Abruptly he rose, and Damon got carefully to his feet. The change in position sent another series of spasms through his bowels; he wiped his face with his handkerchief.
“Would you like me to arrange for your trip to Pao Xieng?”
“If you would, please.”
Hoanh-Trac nodded. “Good. This has been a distinct pleasure, meeting you, General. You are a courageous man—really courageous. I know a little of what you are suffering at this moment.”
“It will pass.”
“Oh yes. Everything passes, even the venerable dynasties. But that is scant consolation to the beleaguered soul.” He offered his hand, and his slender, fragile face broke into the mischievous smile. “It seems—we were both wrong about each other!”
Damon laughed. “Yes. I know I was.” He paused, said: “Will you hold off action against Ch’en until I have seen him and his people?”
“Yes, General. I give my word.” Again he stared out at the relentless rain beyond the windows. “We have waited over a thousand years: I imagine we can compose our souls for another few weeks.” He turned toward the American again, and his face was grave with entreaty. “I only beg of you to remember one thing: there are many roads to liberty. Many. Not just the high road of the Thirteen Embattled Colonies.” He bowed. “Good night, General.”

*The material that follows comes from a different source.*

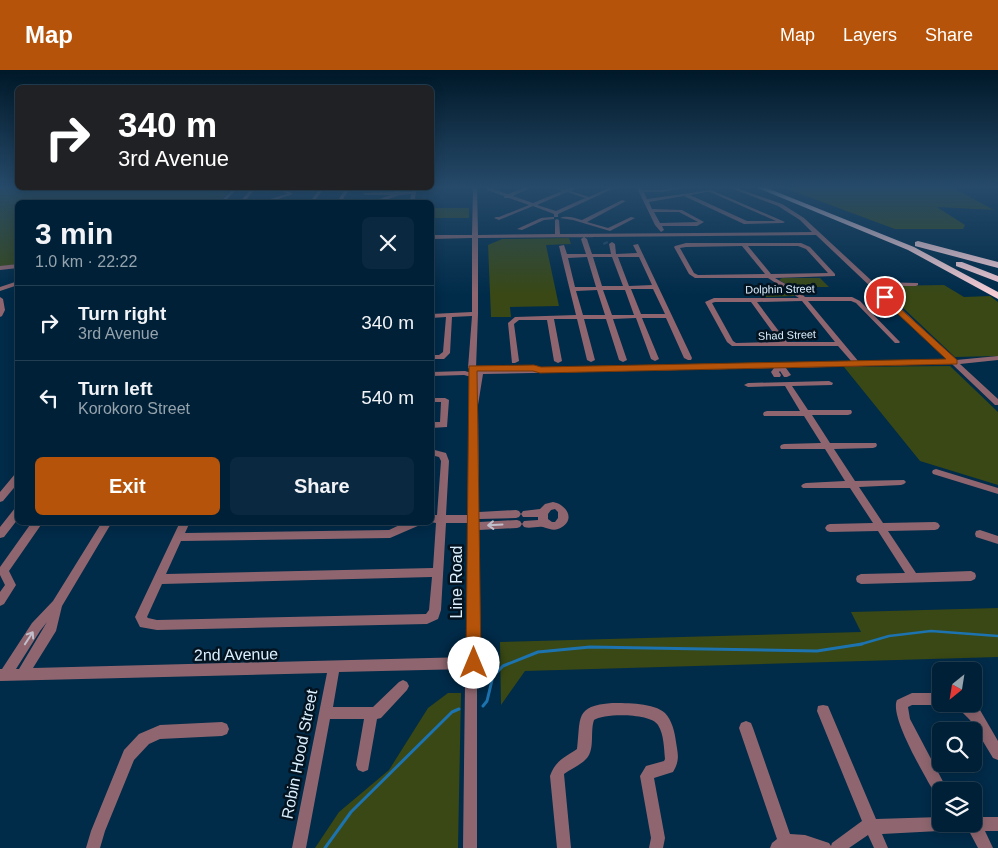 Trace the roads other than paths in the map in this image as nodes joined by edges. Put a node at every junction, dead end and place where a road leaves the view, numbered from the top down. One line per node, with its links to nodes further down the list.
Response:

“Good night, sir,” Damon said.
“Reports from my field managers have been uniformly alarming,” Lyman Beemis said. He was a thick, bald man with pudgy hands that kept fretting with the reports on the desk in front of him, pushing them back and forth rhythmically; but his voice was calm. “Terrorist activity is increasing, especially in Bac Hoa and Vinh Yen Provinces. Production is virtually stopped.” He looked at t
he other faces around the long table, his lips moving. “I have no hesitation in stating that Competrin is facing a crisis, and a grave one. The spokesman for the French investors’ group has just informed me that they are seriously considering a cancellation of credits.”
“Can’t that be weathered, Bee?” the Undersecretary asked from the head of the table. “I wouldn’t think they’re all that important …”

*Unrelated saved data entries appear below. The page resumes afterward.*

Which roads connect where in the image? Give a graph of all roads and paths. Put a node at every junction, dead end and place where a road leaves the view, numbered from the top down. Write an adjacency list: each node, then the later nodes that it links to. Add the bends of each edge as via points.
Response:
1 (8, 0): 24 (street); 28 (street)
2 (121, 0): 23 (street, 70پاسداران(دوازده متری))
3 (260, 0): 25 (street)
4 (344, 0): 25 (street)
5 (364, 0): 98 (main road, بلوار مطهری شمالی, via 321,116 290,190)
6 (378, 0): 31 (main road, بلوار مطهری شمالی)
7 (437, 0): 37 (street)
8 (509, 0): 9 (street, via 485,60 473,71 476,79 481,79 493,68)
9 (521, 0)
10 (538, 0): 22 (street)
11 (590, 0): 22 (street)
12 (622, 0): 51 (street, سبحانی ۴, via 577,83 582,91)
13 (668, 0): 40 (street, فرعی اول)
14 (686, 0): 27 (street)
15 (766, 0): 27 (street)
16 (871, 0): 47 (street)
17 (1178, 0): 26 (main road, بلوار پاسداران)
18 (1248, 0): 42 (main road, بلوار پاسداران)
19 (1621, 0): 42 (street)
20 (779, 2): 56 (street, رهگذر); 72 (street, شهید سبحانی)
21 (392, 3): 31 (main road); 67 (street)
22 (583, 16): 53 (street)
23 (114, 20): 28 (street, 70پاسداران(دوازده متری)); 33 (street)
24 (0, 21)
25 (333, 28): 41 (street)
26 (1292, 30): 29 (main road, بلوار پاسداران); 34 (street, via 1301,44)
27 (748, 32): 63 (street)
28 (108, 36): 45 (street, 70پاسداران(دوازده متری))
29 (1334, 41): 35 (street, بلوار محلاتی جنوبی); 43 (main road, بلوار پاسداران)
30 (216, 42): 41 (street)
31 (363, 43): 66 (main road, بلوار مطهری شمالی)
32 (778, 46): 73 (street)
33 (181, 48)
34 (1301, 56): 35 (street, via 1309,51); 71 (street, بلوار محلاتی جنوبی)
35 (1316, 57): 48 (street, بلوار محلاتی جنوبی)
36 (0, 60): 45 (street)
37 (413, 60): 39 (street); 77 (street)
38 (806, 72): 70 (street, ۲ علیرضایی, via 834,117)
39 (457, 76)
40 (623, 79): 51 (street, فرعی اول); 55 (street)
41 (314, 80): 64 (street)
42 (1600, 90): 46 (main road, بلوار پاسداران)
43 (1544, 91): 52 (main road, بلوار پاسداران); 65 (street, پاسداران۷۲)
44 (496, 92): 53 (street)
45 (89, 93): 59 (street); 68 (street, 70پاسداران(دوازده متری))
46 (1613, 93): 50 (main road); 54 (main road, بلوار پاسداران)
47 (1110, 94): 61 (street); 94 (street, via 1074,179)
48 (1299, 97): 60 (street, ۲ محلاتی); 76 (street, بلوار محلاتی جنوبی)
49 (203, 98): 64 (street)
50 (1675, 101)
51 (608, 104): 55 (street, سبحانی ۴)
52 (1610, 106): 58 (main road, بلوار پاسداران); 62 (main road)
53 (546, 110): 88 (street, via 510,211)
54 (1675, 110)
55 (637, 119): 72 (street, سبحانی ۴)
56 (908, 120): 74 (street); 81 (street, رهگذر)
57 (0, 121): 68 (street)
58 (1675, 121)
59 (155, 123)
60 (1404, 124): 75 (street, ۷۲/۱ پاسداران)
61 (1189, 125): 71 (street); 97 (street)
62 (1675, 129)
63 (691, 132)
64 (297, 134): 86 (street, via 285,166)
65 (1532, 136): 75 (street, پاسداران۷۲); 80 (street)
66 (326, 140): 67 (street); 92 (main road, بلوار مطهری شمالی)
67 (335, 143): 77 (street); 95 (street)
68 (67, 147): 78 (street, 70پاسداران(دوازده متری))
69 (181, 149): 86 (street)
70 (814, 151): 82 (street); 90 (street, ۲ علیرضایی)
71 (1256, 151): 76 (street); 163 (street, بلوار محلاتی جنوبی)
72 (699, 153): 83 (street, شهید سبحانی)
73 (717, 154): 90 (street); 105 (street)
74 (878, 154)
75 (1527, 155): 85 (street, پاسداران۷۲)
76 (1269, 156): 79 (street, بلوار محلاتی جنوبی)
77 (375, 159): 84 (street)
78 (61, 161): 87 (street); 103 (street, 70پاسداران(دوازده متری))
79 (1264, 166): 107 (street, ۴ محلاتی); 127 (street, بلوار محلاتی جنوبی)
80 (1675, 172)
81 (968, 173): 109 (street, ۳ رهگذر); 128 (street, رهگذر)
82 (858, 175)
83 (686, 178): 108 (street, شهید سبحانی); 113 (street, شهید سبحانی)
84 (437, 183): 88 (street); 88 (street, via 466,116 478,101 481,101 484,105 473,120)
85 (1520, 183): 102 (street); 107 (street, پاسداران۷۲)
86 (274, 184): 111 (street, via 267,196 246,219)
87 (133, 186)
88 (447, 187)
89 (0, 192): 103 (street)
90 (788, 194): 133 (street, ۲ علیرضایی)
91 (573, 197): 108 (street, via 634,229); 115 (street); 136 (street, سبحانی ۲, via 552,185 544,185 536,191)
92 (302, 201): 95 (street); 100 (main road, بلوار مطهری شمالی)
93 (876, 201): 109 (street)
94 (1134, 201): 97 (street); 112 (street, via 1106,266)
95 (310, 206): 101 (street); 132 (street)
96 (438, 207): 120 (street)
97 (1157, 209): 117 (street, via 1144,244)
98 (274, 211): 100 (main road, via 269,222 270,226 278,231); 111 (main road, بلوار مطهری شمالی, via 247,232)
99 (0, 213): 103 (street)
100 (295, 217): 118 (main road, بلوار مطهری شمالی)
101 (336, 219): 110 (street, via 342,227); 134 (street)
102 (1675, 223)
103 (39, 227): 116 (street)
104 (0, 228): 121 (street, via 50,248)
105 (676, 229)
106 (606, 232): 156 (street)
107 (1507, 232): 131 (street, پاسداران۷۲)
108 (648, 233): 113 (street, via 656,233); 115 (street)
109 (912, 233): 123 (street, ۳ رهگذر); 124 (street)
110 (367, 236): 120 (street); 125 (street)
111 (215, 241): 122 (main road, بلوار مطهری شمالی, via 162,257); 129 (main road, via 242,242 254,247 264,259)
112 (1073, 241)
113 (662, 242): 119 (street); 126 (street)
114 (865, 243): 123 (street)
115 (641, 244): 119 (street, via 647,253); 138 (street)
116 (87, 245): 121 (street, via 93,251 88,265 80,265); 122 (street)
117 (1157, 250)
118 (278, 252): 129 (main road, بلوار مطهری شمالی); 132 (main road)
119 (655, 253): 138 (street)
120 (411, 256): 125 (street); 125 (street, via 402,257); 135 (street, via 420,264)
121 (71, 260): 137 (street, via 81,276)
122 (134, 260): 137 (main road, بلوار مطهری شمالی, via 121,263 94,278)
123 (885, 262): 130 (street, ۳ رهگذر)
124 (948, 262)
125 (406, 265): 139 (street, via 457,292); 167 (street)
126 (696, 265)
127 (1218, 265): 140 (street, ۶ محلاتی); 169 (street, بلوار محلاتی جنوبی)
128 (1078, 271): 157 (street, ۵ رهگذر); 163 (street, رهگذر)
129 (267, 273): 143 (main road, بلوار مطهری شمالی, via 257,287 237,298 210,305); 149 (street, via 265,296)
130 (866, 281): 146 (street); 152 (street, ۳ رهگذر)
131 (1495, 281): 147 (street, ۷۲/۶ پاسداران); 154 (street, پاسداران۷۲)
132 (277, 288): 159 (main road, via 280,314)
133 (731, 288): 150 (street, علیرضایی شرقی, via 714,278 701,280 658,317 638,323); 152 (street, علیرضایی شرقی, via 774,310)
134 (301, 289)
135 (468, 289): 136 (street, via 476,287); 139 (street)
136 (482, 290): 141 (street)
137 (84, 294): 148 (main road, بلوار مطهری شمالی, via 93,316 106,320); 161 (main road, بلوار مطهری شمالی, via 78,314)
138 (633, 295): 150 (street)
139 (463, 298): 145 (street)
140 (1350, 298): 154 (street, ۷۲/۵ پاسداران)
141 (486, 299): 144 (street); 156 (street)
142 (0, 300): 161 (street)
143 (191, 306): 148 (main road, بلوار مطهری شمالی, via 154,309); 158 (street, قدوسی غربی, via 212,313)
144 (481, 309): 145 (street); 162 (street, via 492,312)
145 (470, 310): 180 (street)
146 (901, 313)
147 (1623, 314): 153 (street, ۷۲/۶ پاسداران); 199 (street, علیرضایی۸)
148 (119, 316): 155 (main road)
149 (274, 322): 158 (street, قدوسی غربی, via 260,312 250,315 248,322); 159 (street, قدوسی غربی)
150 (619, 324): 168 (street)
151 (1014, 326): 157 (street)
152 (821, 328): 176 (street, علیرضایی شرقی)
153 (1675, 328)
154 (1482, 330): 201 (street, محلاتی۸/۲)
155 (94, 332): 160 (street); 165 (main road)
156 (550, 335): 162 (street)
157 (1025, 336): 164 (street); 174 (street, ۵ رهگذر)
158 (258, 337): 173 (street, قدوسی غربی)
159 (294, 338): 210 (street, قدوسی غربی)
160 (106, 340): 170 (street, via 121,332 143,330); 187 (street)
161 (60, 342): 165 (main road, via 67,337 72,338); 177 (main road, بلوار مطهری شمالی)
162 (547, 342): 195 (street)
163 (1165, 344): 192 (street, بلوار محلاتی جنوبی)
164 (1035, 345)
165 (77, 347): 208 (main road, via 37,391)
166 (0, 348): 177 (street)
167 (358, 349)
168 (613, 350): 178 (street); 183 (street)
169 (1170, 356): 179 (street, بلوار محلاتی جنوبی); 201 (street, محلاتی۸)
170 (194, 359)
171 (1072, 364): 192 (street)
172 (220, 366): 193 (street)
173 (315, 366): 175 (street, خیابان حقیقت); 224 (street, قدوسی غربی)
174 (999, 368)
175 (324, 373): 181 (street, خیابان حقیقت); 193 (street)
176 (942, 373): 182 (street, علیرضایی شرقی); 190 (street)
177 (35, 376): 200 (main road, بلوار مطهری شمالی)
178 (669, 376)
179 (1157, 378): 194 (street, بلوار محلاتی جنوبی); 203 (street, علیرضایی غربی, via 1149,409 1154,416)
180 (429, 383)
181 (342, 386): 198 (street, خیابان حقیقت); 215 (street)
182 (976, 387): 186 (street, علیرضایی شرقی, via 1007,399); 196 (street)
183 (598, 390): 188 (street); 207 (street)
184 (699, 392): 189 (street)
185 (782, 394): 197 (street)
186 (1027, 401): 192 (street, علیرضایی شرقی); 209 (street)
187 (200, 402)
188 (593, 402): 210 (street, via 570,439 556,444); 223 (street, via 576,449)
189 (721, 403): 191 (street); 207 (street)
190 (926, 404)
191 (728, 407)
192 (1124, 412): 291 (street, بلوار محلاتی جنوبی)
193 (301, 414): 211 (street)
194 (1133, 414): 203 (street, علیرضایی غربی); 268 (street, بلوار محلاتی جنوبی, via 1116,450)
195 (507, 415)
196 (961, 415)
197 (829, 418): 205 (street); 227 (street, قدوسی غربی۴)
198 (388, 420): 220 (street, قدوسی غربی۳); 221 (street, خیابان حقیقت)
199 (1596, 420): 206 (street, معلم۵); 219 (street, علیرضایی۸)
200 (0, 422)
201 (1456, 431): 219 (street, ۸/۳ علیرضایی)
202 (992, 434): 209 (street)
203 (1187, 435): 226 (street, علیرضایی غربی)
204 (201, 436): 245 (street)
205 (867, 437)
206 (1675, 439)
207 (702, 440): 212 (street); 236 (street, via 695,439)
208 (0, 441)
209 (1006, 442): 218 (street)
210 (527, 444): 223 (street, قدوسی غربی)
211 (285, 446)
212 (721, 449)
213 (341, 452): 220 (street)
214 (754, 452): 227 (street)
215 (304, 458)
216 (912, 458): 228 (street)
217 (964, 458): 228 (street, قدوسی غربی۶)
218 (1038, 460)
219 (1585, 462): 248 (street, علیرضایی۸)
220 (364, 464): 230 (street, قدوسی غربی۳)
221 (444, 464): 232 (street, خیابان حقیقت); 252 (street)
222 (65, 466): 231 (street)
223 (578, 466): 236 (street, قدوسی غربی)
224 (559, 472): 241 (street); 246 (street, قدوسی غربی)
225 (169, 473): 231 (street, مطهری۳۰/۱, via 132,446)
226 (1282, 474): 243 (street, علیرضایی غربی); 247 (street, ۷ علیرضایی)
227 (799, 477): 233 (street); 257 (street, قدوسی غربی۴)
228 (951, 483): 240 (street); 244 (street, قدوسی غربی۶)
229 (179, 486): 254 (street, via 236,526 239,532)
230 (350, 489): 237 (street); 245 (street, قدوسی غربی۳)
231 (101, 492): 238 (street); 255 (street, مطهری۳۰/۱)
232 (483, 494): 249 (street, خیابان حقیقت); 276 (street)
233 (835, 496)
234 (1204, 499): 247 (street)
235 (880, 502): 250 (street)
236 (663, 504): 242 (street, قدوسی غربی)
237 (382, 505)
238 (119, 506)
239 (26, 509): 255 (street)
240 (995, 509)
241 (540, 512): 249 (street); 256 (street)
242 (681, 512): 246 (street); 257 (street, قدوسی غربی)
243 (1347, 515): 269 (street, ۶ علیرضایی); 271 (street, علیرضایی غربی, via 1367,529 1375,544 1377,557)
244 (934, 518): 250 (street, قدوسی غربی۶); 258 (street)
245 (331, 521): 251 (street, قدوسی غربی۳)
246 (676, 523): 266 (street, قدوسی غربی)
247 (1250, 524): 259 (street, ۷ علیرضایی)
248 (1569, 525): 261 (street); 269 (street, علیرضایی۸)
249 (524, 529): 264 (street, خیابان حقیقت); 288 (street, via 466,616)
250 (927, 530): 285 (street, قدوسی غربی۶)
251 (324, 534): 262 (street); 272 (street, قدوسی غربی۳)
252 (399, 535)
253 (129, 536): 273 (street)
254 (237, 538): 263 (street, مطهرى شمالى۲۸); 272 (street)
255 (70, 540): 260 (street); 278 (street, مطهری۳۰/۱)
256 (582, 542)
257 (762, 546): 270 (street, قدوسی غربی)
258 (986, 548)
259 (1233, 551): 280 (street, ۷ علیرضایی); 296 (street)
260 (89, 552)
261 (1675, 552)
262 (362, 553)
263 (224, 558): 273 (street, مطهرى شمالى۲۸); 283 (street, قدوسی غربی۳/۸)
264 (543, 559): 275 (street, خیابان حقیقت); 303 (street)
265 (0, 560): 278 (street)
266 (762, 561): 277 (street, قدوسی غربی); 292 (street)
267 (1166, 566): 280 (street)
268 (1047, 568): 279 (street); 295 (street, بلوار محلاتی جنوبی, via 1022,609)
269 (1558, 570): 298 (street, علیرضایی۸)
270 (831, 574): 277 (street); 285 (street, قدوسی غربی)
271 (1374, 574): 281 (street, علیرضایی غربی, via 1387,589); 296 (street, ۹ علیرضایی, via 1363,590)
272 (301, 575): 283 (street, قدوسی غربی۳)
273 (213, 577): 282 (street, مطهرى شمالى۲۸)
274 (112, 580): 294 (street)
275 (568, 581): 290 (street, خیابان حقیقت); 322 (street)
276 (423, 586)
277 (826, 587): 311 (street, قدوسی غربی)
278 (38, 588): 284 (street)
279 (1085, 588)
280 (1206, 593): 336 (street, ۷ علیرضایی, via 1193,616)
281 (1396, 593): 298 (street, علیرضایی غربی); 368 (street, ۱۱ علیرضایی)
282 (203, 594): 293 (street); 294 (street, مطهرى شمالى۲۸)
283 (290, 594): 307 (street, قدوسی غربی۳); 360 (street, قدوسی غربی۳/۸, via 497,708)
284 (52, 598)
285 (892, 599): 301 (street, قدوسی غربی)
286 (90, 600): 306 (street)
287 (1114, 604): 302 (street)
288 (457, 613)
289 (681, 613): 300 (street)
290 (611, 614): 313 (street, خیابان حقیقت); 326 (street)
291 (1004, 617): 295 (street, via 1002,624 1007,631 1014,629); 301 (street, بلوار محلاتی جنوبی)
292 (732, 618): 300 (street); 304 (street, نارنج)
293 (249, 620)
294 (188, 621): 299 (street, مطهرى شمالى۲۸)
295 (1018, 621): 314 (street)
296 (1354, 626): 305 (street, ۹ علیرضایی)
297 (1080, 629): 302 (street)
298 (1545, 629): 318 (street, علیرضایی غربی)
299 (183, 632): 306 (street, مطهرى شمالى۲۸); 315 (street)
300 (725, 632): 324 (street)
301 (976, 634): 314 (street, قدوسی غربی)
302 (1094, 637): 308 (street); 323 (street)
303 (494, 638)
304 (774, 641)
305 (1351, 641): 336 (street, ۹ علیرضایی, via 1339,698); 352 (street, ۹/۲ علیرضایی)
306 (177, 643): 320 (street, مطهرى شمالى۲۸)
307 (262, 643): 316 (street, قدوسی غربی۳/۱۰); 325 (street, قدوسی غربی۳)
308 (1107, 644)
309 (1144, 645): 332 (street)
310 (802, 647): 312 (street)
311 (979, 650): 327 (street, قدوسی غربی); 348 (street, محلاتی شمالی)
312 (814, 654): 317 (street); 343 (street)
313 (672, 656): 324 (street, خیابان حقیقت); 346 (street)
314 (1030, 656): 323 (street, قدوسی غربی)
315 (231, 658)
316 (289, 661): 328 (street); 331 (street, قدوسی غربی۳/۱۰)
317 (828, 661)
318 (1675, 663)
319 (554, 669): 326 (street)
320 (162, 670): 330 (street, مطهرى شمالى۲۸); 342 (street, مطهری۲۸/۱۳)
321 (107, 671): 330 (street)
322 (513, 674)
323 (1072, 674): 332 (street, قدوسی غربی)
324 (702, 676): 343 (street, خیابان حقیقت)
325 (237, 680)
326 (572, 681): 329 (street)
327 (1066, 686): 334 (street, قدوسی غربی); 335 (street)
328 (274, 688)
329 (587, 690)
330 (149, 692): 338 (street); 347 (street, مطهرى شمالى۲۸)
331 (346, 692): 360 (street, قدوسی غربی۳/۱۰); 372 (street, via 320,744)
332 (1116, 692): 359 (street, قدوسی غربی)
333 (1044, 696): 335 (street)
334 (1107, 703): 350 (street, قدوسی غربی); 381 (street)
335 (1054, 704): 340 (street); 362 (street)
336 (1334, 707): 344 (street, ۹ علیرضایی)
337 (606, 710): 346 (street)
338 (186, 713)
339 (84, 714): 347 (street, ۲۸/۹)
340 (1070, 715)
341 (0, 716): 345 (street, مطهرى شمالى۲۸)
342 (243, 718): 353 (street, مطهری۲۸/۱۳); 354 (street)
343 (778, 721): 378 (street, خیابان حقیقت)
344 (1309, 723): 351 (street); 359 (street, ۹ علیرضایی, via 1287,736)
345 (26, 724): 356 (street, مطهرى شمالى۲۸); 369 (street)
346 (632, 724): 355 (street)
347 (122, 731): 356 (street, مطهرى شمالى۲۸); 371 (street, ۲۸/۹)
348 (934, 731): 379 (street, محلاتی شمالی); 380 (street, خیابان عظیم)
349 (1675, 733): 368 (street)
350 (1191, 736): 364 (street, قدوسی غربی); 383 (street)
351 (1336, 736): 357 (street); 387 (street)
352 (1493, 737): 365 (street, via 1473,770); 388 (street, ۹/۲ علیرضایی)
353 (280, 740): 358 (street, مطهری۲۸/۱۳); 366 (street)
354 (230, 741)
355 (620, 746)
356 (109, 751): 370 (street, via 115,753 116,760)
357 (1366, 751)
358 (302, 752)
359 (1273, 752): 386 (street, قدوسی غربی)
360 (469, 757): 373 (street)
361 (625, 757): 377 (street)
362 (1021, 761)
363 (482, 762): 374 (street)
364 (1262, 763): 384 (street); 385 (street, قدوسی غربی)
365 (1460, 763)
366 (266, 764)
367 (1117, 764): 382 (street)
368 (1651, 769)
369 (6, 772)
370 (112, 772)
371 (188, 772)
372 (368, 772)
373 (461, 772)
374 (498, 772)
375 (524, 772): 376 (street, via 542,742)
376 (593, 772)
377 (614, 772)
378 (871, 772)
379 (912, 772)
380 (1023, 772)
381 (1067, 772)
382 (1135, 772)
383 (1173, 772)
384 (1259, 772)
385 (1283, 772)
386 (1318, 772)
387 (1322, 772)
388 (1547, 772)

“It might be weathered in itself,” Beemis replied in the same measured tones. “But as soon as it became known there would be the market reaction. The New York speculators would undoubtedly take a short position on Competrin, with results that are not very pleasant to contemplate.”
“How about the mines? What’s the situation up there?”

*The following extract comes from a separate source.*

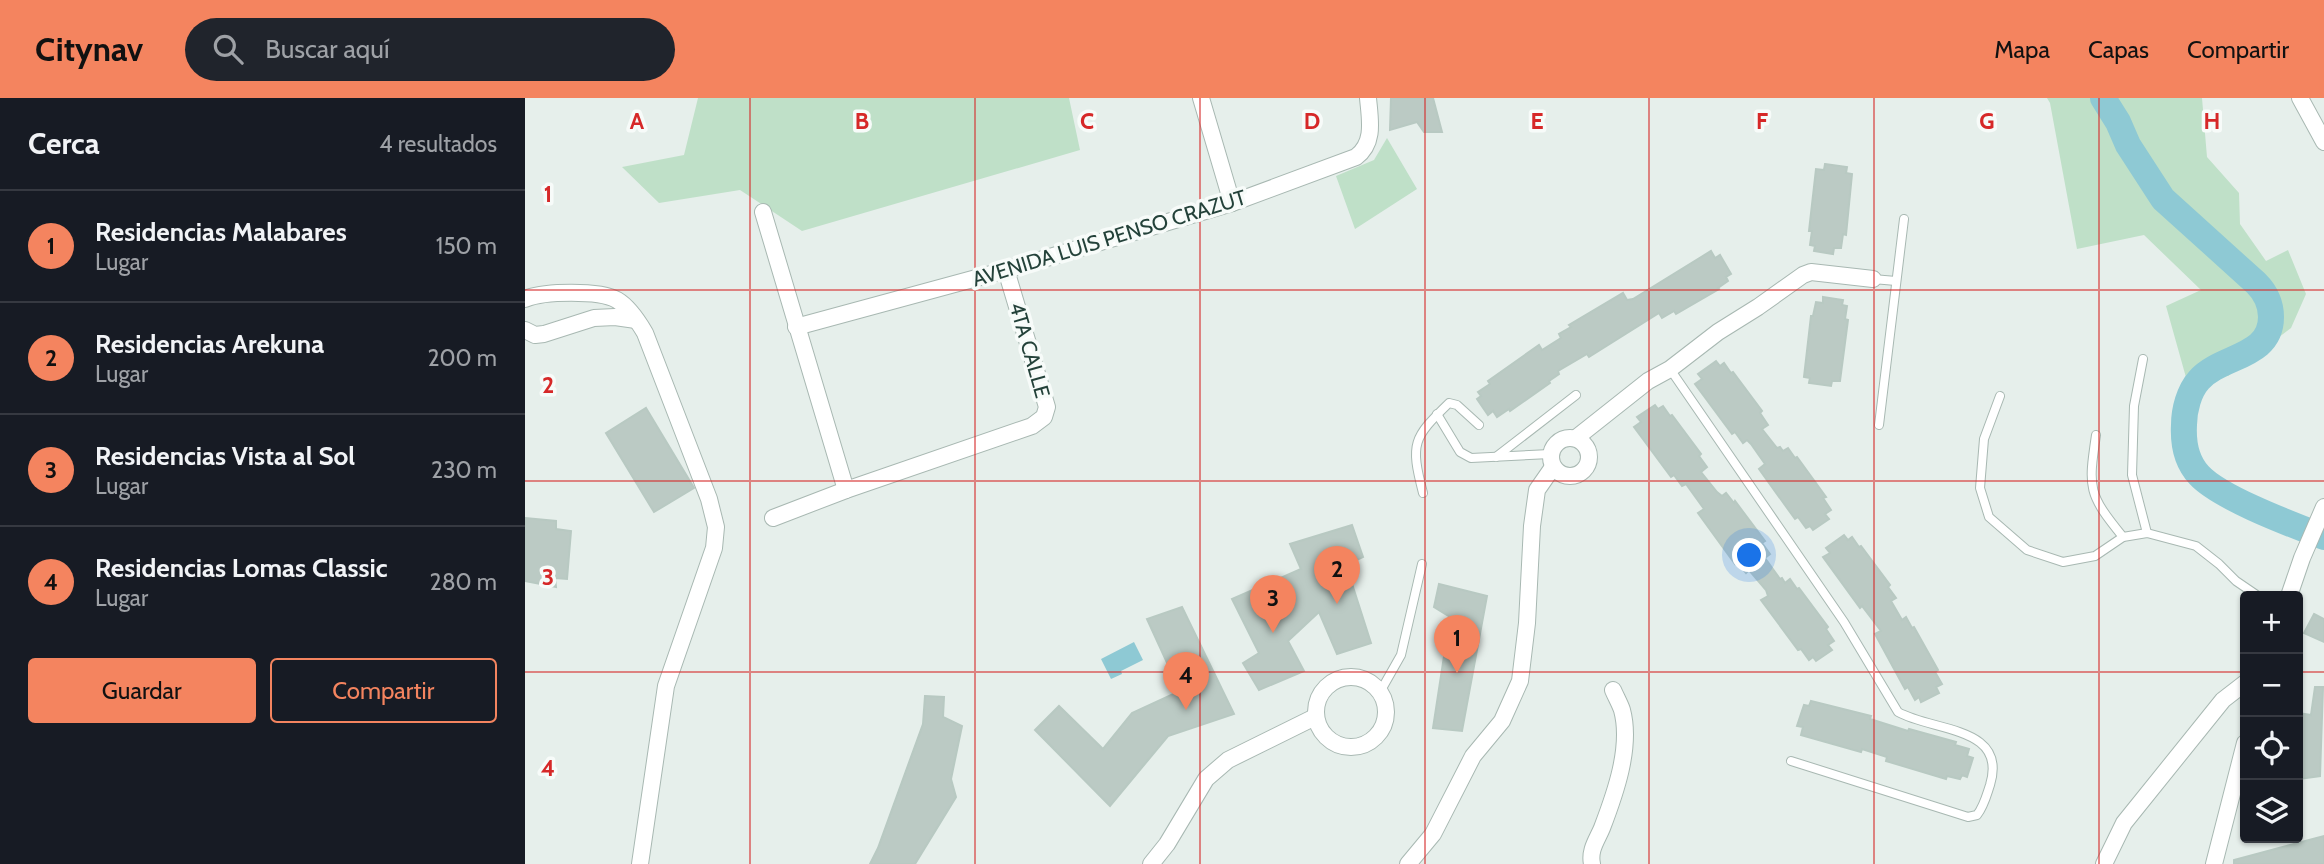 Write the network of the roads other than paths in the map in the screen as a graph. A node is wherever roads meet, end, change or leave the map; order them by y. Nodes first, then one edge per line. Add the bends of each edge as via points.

“Substantially the same,” a man Damon hadn’t seen before named Frazier answered in a rather hollow, nasal voice. “All operations shut down. The ore is standing in the cars.”
There was a short silence. The Undersecretary consulted the sheaf of papers under his left elbow. He was quite young—forty-six or -seven—but his hair was thinning and a very full, drooping blond mustache and bad posture combined to give him a weary, mournful expression, an aura of indecisiveness only partly offset by the sharply aquiline nose and close-set gray eyes. Yet his face had that look of righteous candor that only the exclusive preparatory schools north of Boston can give a man. His suit was of a British cut, with narrow lapels and double pleats, and his shirt was French, with wide cuffs and a stiff short collar. Customarily he wore glasses, but he never seemed to need them—one earpiece dangled now from the corner of his mouth.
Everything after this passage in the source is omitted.